Юношеские годы Пушкина - страница 13
– Оттого что… Ты, стало быть, не хочешь сказать? Ну, и не нужно! – оборвал разговор Пушкин, задетый за живое, что друг его не был настолько великодушен, чтобы облегчить ему задачу.
– А я вот что тебе скажу, голубчик, – мягко и убедительно заговорил Пущин, – много еще в тебе этих ребячьих капризов: подай тебе сейчас игрушку, а не подашь, так ты готов человека насмерть разобидеть, в клочья разорвать. Одно из двух: либо я знаю, что тебе надо знать, либо не знаю. Ежели знаю да молчу, то, значит, у меня есть свои причины молчать. Если же не знаю, то на нет и суда нет.
– Ну и знай про себя, и поперхнись этим! – раздраженно крикнул Пушкин.
– Ты волнуешься совершенно напрасно, – по-прежнему миролюбиво продолжал Пущин. – Тебе хочется выведать чужую тайну; но тайна эта не моя только, но и Дельвига; он готовит тебе сюрприз…
– Молчи же, молчи! – перебил опять Пушкин. – Я заткнул уши и все равно ничего не услышу.
Собственно говоря, ему не было уже никакой надобности затыкать уши: слово «сюрприз» настолько разоблачило перед ним скрываемую друзьями тайну, что сердце в груди у него слышно заекало. Но ему все еще как-то не верилось, чтобы они на свой страх так распорядились его литературной будущностью.
Протекли еще две томительные недели. Пришла новая книжка «Вестника Европы». Хищным коршуном накинулся опять первым на нее Пушкин. Дрожащими руками отвернул он обертку книжки, где на обороте стояло оглавление.
Вдруг кровь, как молотком, ударила ему в голову. Он исподлобья быстро огляделся в читальне: не наблюдает ли кто за ним?
Но три-четыре товарища, случившиеся там, были погружены в чтение новых газет и журналов, а Дельвига и Пущина, на его счастье, не было налицо. Глубоко переведя дух и отвернувшись от ближайшего соседа настолько, чтобы тот не мог заглянуть к нему в книжку, он отыскал в ней то, что ему нужно было.

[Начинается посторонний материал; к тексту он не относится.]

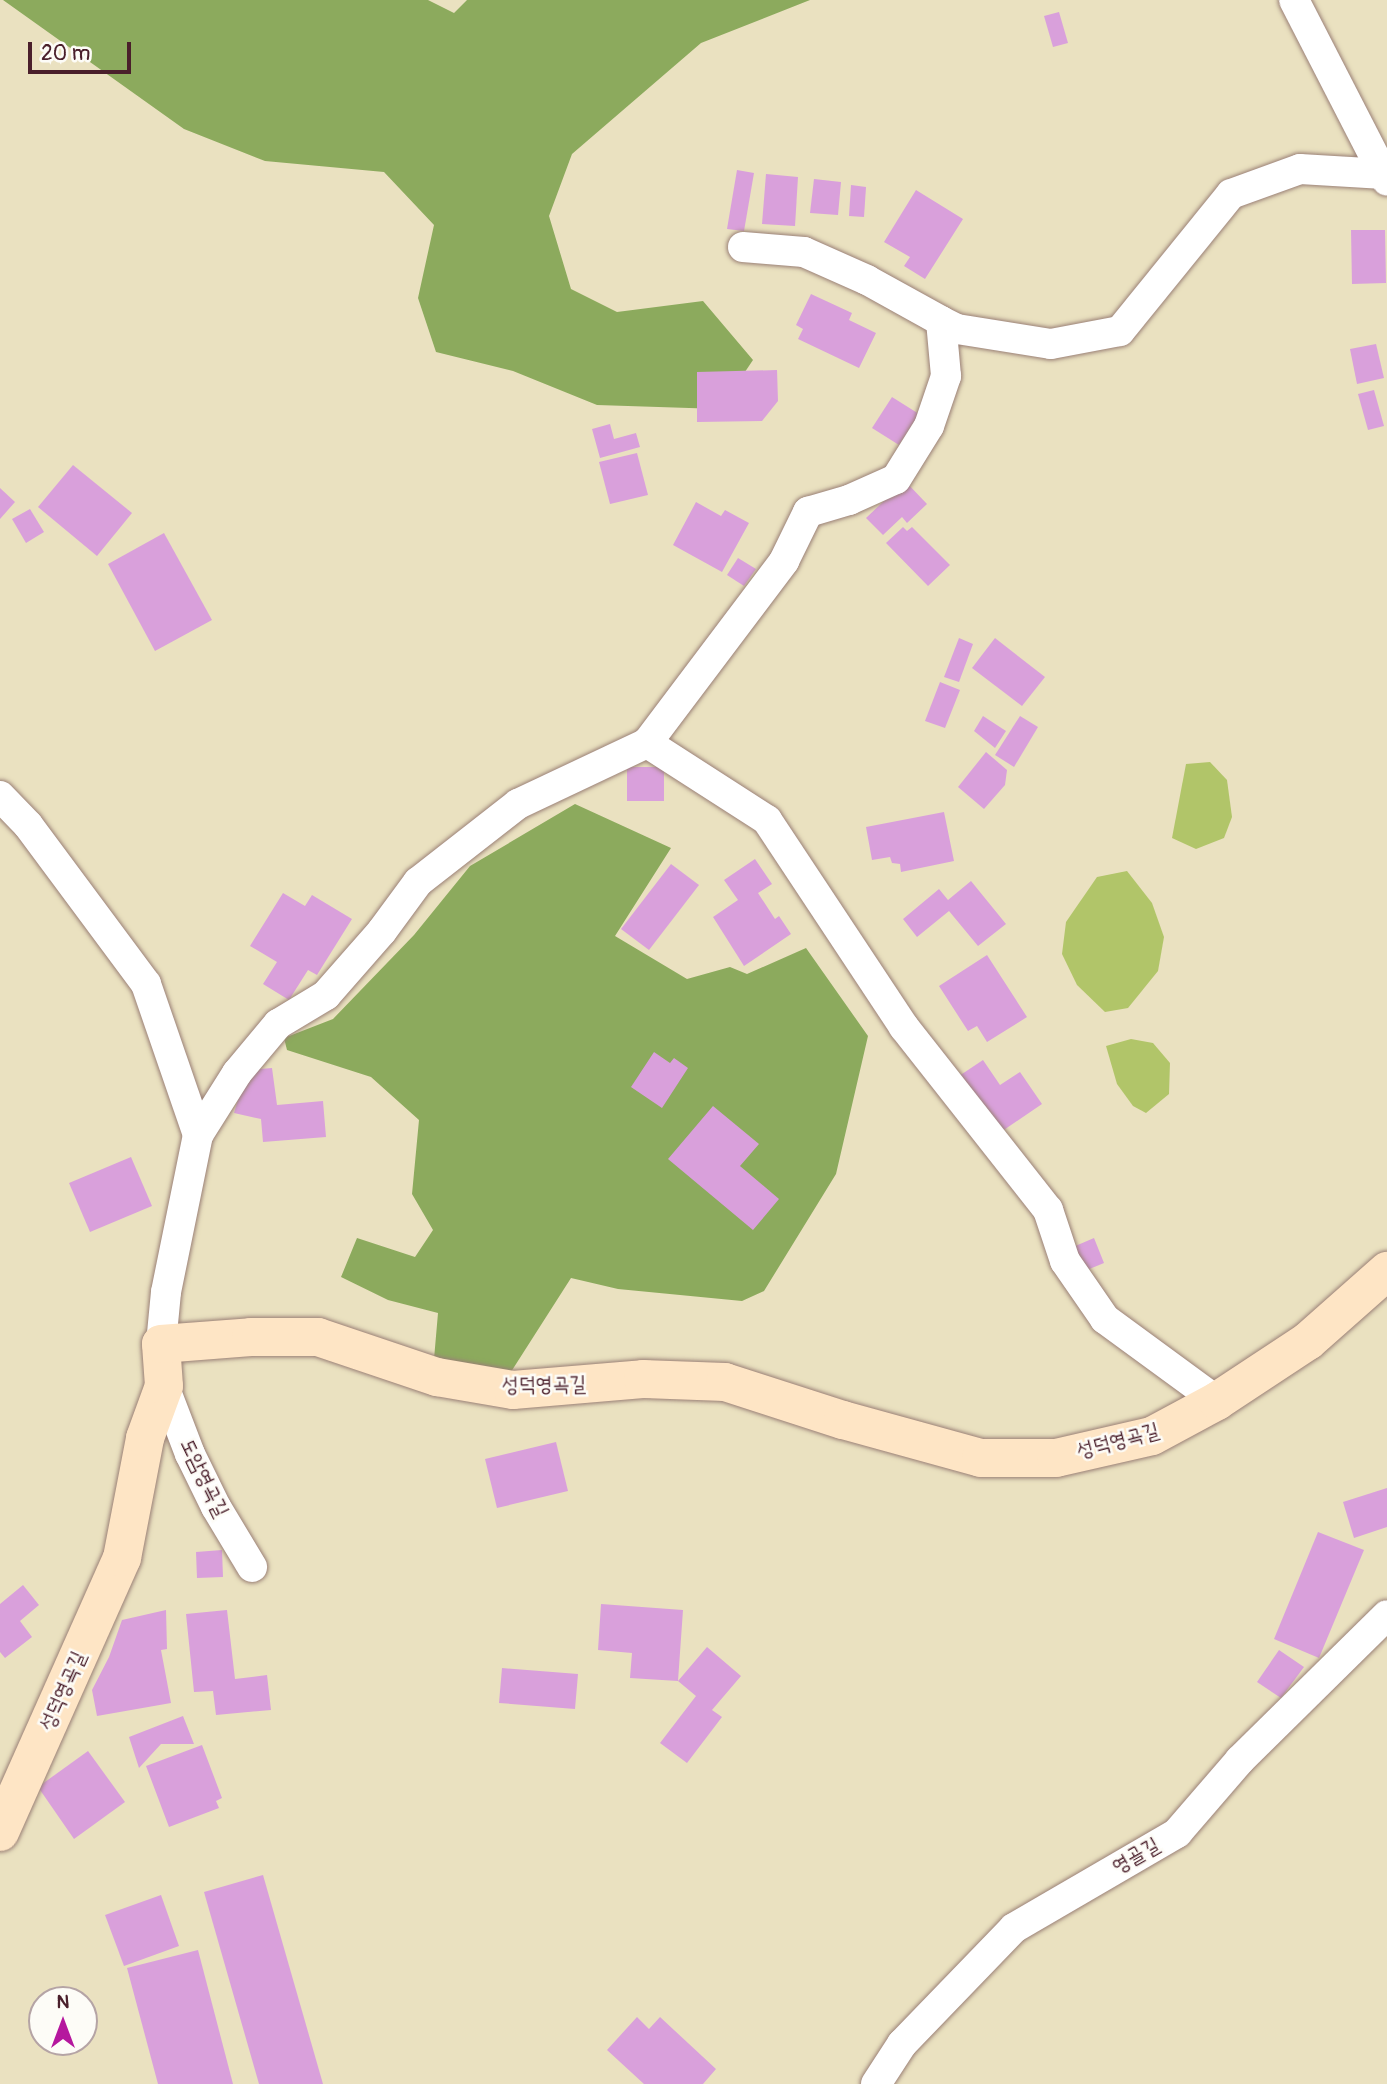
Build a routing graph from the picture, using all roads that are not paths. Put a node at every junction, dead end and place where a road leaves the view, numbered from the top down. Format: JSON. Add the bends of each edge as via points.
{"nodes":[{"id":1,"x":1294,"y":0,"type":"edge"},
{"id":2,"x":1386,"y":177,"type":"edge"},
{"id":3,"x":743,"y":247,"type":"dead end"},
{"id":4,"x":941,"y":321,"type":"junction"},
{"id":5,"x":647,"y":743,"type":"junction"},
{"id":6,"x":0,"y":796,"type":"edge"},
{"id":7,"x":198,"y":1135,"type":"junction"},
{"id":8,"x":1387,"y":1271,"type":"edge"},
{"id":9,"x":161,"y":1343,"type":"junction"},
{"id":10,"x":164,"y":1386,"type":"junction"},
{"id":11,"x":1217,"y":1401,"type":"junction"},
{"id":12,"x":252,"y":1567,"type":"dead end"},
{"id":13,"x":1387,"y":1615,"type":"edge"},
{"id":14,"x":0,"y":1832,"type":"edge"},
{"id":15,"x":876,"y":2084,"type":"edge"}],
"edges":[{"from":1,"to":2,"type":"street"},
{"from":2,"to":4,"type":"street","via":[[1300,169],[1231,194],[1120,331],[1051,344],[957,329]]},
{"from":3,"to":4,"type":"street","via":[[804,253],[867,280]]},
{"from":4,"to":5,"type":"street","via":[[946,376],[929,426],[896,479],[808,512],[784,561]]},
{"from":5,"to":7,"type":"street","via":[[518,804],[418,882],[326,995],[278,1024],[237,1073]]},
{"from":5,"to":11,"type":"street","via":[[766,820],[904,1027],[1048,1210],[1065,1261],[1105,1319]]},
{"from":6,"to":7,"type":"street","via":[[28,825],[146,984]]},
{"from":7,"to":9,"type":"street","via":[[166,1292]]},
{"from":8,"to":11,"type":"main road","name":"성덕영곡길","via":[[1308,1341]]},
{"from":9,"to":10,"type":"main road","name":"성덕영곡길"},
{"from":9,"to":11,"type":"main road","name":"성덕영곡길","via":[[318,1337],[437,1377],[513,1390],[643,1379],[725,1382],[981,1458],[1056,1458],[1152,1436]]},
{"from":10,"to":12,"type":"street","name":"도암영곡길","via":[[211,1497]]},
{"from":10,"to":14,"type":"main road","name":"성덕영곡길","via":[[145,1438],[122,1558]]},
{"from":13,"to":15,"type":"street","name":"영골길","via":[[1240,1760],[1177,1833],[1014,1928],[902,2043]]}]}
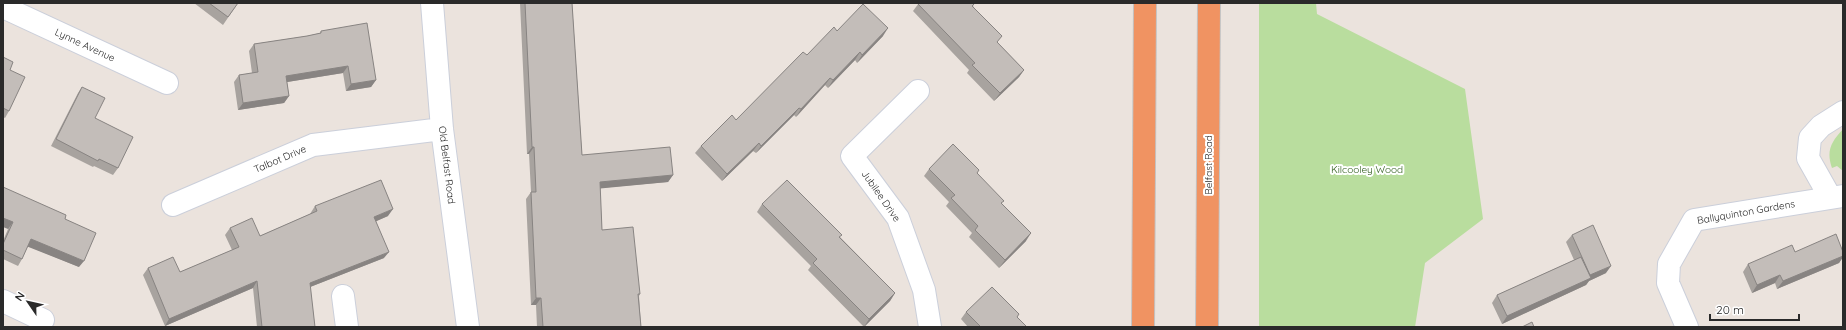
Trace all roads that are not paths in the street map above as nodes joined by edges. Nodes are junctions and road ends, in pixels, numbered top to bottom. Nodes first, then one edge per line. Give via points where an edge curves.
1 (432, 3) edge
2 (1145, 3) edge
3 (1209, 3) edge
4 (3, 8) edge
5 (168, 83) dead end
6 (918, 91) dead end
7 (1843, 112) edge
8 (442, 130) junction
9 (1836, 197) edge
10 (173, 205) dead end
11 (343, 296) dead end
12 (3, 301) edge
13 (43, 320) dead end
14 (347, 327) edge
15 (468, 327) edge
16 (930, 327) edge
17 (1143, 327) edge
18 (1207, 327) edge
19 (1687, 327) edge

1 - 8 street, Old Belfast Road
2 - 17 highway
3 - 18 highway, Belfast Road
4 - 5 street, Lynne Avenue
6 - 16 street, Jubilee Drive via 852,156 898,218 924,290
7 - 9 street via 1820,126 1810,138 1808,158
8 - 10 street, Talbot Drive via 313,145
8 - 15 street, Old Belfast Road
9 - 19 street, Ballyquinton Gardens via 1694,220 1668,264 1668,283
11 - 14 street
12 - 13 street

Да, вот оно, от слова до слова, его драгоценное духовное детище, послание «К другу стихотворцу», которое он считал навеки погибшим.
Он не читал – он пожирал глазами строку за строкой.
Сколько раз ведь он перечеркивал, переделывал каждый стих! А теперь вот эти самые стихи нашли место в большом журнале среди статей заправских, всеми признанных писателей, точно так и быть должно, и смотрят на него из книги настоящими печатными литерами: ни слова в них уже не убавишь, не прибавишь… И по всей-то матушке Руси в это самое время тысячи читателей и читательниц перечитывают, может быть, эти рифмованные строки и – как знать? – рассуждают про себя: «Каков, однако, молодчина! Славно тоже рифмует! И интересно бы знать: кто этот новоявленный рифмотвор?»
Рифмотвор наш теперь только внимательно вгляделся в подпись. Так и есть ведь! – четким, жирным шрифтом напечатано внизу буквально так, как он сказал тогда Пущину: «Александр Н. К. Ш. П.».
– Ах, злодеи, злодеи!.. – пробормотал он про себя.
– А? Что ты говоришь? – откликнулся сосед-лицеист, поднимая голову.
– Ничего… я так…
Захлопнув книгу, Пушкин побежал отыскивать двух «злодеев». Первым попался ему Пущин, который по насупленным бровям и сияющим глазам приятеля тотчас смекнул, в чем дело.
– Ну что, узнал нашу тайну? – спросил он, сам светло улыбаясь.
– Узнал, – отвечал Пушкин, несколько обескураженный его приветливостью. – До сих пор я считал вас обоих за добрых товарищей, а теперь вижу, что вы – Иуды-предатели…
– Потому что хлопочем о твоей славе? Впрочем, я тут почти ни при чем. Дельвиг спас тогда твои стихи от сожжения; мне пришла только мысль послать их, вместе со стихами Дельвига, в «Вестник Европы».